:: INFORMATION

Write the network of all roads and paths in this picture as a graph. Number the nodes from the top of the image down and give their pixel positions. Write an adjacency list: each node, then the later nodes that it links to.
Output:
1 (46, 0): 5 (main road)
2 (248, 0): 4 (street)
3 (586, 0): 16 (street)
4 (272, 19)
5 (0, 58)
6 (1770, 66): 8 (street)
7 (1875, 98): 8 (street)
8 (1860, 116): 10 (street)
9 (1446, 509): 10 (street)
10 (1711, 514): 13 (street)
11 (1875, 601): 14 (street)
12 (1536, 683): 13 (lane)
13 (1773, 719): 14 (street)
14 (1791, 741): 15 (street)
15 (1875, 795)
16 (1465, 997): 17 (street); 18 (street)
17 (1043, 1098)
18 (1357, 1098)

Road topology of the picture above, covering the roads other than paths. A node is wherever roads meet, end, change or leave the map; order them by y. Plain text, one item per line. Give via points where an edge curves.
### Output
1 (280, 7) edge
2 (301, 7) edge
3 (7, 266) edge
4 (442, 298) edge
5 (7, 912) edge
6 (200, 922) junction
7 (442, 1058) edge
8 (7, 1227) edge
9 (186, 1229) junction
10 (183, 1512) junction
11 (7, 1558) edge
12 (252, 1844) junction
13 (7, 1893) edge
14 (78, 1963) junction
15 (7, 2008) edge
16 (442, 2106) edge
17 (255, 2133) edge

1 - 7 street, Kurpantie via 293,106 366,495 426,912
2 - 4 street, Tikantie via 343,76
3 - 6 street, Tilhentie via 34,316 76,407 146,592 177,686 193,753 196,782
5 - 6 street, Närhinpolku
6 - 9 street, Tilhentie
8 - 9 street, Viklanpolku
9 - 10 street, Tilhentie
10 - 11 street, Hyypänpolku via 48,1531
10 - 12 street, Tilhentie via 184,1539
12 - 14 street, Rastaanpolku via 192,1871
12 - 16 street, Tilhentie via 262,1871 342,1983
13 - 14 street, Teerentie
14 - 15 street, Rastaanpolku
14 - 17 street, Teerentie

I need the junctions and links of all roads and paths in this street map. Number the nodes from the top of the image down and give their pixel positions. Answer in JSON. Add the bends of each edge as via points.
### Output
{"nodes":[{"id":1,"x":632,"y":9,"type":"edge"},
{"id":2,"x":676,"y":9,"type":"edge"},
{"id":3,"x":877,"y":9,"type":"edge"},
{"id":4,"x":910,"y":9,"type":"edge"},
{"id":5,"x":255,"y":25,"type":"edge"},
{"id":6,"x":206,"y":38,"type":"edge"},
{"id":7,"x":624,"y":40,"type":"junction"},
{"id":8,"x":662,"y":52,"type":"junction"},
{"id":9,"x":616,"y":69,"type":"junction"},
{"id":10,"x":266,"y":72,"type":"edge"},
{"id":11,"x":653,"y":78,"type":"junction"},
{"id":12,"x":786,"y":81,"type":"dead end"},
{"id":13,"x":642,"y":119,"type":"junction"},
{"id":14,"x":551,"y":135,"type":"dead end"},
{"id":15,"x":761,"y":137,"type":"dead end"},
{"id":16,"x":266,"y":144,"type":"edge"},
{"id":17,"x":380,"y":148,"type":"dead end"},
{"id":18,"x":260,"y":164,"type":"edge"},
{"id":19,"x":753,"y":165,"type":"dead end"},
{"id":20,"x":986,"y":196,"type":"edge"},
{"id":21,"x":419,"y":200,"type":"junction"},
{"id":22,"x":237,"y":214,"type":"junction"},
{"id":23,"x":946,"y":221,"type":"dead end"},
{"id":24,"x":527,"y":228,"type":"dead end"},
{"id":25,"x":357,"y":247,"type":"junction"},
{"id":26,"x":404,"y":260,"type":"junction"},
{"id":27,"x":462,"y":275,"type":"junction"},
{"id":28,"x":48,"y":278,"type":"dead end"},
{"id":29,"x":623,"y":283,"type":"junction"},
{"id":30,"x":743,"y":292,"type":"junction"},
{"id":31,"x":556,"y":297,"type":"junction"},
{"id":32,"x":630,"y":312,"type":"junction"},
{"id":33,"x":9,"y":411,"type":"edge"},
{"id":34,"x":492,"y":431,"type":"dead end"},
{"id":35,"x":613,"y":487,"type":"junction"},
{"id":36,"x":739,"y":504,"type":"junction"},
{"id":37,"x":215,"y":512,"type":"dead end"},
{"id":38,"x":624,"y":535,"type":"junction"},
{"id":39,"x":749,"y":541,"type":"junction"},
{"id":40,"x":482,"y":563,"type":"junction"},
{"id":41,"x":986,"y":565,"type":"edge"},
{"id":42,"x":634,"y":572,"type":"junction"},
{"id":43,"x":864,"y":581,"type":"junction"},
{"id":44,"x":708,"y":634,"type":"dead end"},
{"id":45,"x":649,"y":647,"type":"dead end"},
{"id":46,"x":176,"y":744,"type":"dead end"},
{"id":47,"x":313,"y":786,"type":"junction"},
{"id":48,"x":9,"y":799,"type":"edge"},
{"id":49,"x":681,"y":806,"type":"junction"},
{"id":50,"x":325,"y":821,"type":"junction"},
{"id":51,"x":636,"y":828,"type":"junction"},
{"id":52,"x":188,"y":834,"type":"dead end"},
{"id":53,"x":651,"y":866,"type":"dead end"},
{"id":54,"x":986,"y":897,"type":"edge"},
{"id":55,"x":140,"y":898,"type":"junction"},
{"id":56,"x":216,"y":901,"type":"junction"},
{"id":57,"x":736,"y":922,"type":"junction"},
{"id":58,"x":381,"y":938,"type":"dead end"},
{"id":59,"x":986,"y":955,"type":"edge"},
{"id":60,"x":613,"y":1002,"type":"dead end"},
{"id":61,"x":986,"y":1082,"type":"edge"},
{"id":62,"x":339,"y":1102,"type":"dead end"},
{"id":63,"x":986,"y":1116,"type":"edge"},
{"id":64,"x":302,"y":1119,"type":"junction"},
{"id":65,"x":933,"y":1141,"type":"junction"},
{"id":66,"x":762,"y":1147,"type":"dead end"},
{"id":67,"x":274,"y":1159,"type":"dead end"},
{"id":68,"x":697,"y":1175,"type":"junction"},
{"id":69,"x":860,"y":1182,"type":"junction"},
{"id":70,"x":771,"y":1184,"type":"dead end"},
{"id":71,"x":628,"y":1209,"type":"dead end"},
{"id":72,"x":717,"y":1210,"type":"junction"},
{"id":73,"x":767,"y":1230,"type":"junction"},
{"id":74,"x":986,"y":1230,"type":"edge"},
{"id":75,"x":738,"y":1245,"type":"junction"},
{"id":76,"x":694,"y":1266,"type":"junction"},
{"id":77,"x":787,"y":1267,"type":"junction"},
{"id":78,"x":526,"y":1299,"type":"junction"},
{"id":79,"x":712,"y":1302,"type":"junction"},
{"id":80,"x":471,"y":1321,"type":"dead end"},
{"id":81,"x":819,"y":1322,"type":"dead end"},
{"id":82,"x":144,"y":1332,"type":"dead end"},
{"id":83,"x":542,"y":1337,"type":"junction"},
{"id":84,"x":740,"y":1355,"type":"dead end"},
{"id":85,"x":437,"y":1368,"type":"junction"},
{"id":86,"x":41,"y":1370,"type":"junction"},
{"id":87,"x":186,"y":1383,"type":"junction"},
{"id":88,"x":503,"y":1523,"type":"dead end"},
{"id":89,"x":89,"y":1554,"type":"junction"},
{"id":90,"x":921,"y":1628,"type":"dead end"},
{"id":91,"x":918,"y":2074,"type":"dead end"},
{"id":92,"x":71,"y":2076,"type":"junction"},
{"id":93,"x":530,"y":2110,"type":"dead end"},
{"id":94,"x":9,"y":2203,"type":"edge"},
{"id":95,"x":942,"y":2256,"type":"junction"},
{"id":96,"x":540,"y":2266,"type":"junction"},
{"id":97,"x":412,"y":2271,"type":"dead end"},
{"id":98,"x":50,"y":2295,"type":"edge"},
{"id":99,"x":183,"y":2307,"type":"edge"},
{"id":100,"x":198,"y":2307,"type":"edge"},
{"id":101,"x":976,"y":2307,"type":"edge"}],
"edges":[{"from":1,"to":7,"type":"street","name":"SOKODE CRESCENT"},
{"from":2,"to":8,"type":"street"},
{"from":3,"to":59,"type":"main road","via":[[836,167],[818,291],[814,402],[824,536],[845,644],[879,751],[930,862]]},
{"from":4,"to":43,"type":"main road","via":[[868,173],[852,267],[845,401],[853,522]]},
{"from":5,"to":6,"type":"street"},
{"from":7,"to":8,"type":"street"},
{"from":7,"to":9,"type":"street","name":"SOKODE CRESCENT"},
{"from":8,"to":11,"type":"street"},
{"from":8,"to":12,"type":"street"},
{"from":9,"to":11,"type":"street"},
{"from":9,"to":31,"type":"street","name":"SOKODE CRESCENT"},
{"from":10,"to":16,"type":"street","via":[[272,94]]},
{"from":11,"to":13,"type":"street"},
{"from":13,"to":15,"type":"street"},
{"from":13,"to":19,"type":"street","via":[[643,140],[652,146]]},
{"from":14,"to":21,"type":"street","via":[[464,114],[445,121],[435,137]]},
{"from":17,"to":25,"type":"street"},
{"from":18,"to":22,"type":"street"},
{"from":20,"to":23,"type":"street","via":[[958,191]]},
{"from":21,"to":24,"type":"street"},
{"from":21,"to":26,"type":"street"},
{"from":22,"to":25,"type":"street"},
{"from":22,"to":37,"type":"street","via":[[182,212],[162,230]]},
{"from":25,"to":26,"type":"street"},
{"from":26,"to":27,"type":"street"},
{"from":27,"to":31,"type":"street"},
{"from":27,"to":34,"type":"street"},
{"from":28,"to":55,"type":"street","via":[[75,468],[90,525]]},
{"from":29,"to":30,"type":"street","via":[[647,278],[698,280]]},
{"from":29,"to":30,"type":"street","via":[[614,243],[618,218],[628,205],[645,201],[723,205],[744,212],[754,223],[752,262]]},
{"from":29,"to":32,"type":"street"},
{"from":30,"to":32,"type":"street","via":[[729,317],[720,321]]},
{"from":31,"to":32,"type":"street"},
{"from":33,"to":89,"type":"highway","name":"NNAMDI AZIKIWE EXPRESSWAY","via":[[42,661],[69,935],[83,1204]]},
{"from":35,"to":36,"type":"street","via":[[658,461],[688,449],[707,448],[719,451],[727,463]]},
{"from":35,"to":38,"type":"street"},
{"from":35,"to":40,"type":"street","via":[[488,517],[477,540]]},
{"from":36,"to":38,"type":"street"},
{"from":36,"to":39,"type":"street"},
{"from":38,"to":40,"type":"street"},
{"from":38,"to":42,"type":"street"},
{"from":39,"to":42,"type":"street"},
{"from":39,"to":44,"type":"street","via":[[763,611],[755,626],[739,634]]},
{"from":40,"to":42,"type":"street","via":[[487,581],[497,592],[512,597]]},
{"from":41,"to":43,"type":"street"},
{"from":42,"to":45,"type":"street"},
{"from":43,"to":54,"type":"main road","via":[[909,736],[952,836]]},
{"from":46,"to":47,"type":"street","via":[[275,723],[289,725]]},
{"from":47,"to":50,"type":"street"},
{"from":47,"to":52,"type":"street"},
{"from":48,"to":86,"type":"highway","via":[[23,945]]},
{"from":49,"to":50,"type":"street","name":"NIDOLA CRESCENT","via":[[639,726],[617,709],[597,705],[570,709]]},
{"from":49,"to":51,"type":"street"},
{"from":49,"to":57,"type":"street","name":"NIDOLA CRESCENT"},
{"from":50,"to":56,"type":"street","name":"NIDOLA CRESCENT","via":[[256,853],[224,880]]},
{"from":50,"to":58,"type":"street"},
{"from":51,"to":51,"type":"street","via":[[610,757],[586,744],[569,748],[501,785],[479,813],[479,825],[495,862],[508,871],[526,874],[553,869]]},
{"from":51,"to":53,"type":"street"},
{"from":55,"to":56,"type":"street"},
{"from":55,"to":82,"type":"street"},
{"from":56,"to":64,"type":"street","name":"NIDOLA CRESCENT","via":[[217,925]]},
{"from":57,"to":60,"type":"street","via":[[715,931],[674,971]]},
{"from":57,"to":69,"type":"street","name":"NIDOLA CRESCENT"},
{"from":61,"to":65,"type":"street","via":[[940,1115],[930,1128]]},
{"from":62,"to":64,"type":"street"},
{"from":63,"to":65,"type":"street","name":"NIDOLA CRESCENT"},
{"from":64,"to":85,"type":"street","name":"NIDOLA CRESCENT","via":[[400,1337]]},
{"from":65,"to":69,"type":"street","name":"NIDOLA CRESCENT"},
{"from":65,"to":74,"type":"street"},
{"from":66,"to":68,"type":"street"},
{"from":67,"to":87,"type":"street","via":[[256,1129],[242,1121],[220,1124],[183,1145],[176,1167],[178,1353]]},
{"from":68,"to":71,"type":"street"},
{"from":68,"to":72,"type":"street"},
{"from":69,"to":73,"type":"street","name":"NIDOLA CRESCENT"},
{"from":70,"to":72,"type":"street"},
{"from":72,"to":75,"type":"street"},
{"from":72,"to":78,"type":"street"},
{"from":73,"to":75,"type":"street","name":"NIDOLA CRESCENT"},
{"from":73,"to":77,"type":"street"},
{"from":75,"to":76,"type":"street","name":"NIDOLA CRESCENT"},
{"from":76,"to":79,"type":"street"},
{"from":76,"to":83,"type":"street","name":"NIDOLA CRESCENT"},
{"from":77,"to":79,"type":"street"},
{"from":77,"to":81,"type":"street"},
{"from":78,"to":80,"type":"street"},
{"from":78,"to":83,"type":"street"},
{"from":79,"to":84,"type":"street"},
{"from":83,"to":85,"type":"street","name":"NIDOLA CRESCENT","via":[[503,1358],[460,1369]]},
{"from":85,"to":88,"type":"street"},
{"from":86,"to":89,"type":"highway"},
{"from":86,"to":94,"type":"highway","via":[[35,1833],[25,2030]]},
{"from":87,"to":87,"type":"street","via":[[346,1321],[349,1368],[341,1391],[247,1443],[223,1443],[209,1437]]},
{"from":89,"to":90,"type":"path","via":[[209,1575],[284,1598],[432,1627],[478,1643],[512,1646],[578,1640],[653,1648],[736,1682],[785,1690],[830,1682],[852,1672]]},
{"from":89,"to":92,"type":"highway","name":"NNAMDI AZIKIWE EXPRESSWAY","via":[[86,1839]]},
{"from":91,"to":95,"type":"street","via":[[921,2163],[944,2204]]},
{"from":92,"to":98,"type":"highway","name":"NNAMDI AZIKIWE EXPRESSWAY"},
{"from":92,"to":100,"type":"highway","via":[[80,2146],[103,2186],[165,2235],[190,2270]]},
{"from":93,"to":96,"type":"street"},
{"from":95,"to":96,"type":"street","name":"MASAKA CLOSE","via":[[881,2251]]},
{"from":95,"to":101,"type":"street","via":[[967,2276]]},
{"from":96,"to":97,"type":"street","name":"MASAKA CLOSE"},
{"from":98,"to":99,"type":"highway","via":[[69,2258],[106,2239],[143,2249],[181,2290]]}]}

::::

WHAT NEEDS TO BE DONE →
In the entries above, find each line with the string "pixel" and copy it.

RESPONSE AREA →
Write the network of all roads and paths in this picture as a graph. Number the nodes from the top of the image down and give their pixel positions. Write an adjacency list: each node, then the later nodes that it links to.
I need the junctions and links of all roads and paths in this street map. Number the nodes from the top of the image down and give their pixel positions. Answer in JSON. Add the bends of each edge as via points.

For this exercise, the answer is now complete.